Saved data entries:
****************

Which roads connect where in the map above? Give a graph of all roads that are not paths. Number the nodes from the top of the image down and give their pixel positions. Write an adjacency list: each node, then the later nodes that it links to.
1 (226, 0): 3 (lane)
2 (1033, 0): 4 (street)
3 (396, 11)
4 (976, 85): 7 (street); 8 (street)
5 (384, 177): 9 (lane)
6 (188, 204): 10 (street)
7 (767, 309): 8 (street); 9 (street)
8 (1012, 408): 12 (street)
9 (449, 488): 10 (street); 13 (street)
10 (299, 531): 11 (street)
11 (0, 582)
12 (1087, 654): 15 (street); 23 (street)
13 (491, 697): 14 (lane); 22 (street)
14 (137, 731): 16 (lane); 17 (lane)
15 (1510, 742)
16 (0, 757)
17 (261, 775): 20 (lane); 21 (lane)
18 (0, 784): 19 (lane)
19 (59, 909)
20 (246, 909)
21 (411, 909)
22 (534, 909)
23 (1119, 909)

****************

Task to complete:
Exactly reproduce every line found in the records.

Written answer:
Which roads connect where in the map above? Give a graph of all roads that are not paths. Number the nodes from the top of the image down and give their pixel positions. Write an adjacency list: each node, then the later nodes that it links to.
1 (226, 0): 3 (lane)
2 (1033, 0): 4 (street)
3 (396, 11)
4 (976, 85): 7 (street); 8 (street)
5 (384, 177): 9 (lane)
6 (188, 204): 10 (street)
7 (767, 309): 8 (street); 9 (street)
8 (1012, 408): 12 (street)
9 (449, 488): 10 (street); 13 (street)
10 (299, 531): 11 (street)
11 (0, 582)
12 (1087, 654): 15 (street); 23 (street)
13 (491, 697): 14 (lane); 22 (street)
14 (137, 731): 16 (lane); 17 (lane)
15 (1510, 742)
16 (0, 757)
17 (261, 775): 20 (lane); 21 (lane)
18 (0, 784): 19 (lane)
19 (59, 909)
20 (246, 909)
21 (411, 909)
22 (534, 909)
23 (1119, 909)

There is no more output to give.